Last night I met up with T. who is almost 30, has a way cooler haircut than mine, LA button down, cuffs uncuffed, like a boy band but solo. I was late of course but just by 10 minutes. That is normal in NYC but apparently rude here. I have some manners of my own that could use some fixing, I suppose. I don't "plan" to be late. It just seems to happen every single time & I see I'm becoming burnt out on this process & may be avoiding.
T. is not the most insightful man I've ever met (when his last girlfriend decided not to move in with him at the last minute that meant, "Shit, I need a roommate"). But who cares? He's in his twenties. He's cute with cute hair and more of a cute look than actual personality that makes someone really cute. Before the date I had a mini-epiphany: why am I being so serious about this dating process? Why don't I just date like I did in my 20s? If I found a guy cute and fun, we went out and began dating. Now, in my 30s I have to actually enjoy his company (a real drag to find), consider him future mate material (who could ever live up to my standards?), and make sure he has a good job (or just a job). What if I ditched that whole concept?
Here's the thing: I could never marry T. from last night, but there could potentially be kissing. I think this may be how men approach dating in general, no? Like if they could see having sex with you, they'll move on to Date 2. It's a theory, but my problem is that I'm not terribly excited about the prospect. This leads me to believe it may be time for a dating break.
Last but not least, the sad news with D. He returned from Panama and leaves for Geneva this Saturday. While I still heart him, of course, I fear his interest has waned and/or he's busy preparing for his trip abroad. I've only gotten one brief text since his return and that was after my message. Perhaps this is a good thing in the end, though it hardly feels good. It feels horrible. I really liked him...or his writing style. We had fun together, or I mean swapping emails and texts.
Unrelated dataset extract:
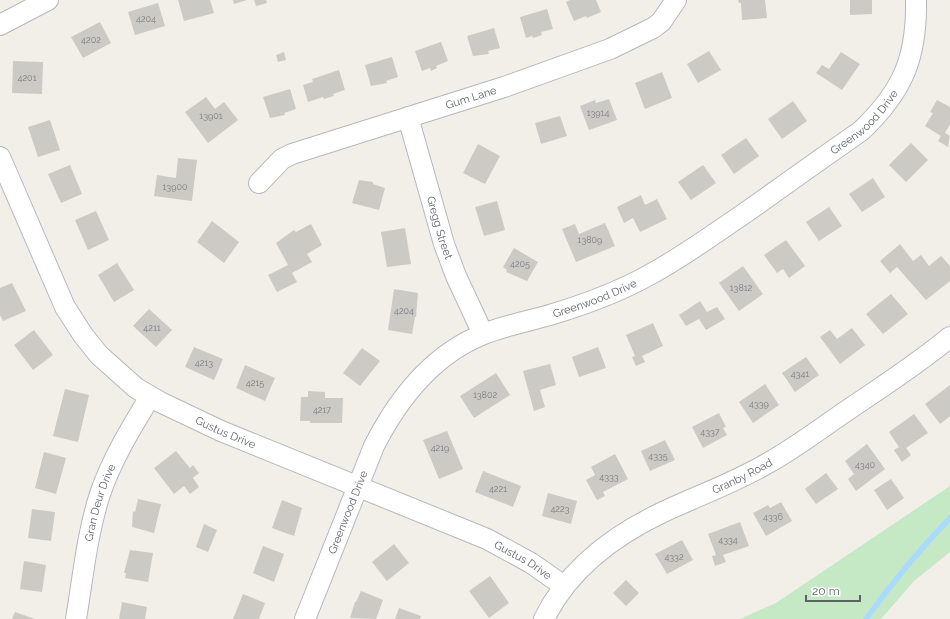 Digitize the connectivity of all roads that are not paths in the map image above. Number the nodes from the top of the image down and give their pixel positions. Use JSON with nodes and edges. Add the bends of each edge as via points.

A great friend, T., pointed out the obvious, which being in the situation I did not see: why is that level of intimacy so appealing to me? I should probably want to talk on the phone or meet in person and ask for it. And though I did, I was pretty much fine with being pen pals too, in many regards. Perhaps as much as I say I want a relationship, there is a significant part of me that does not. At all. How better to get some emotional needs met via writing with D., but not be completely vulnerable by being in the same room? The implied distance creates safety. But there is a part of me that would love to jet off on an adventure. The fact that I have no money, may not like D. in person, and am adverse to risk, shouldn't hold me back. Or should it?
When I half joked to my own mother that perhaps I'll fly off to Geneva to visit D., she responded, "Now that might seem a little desperate, J."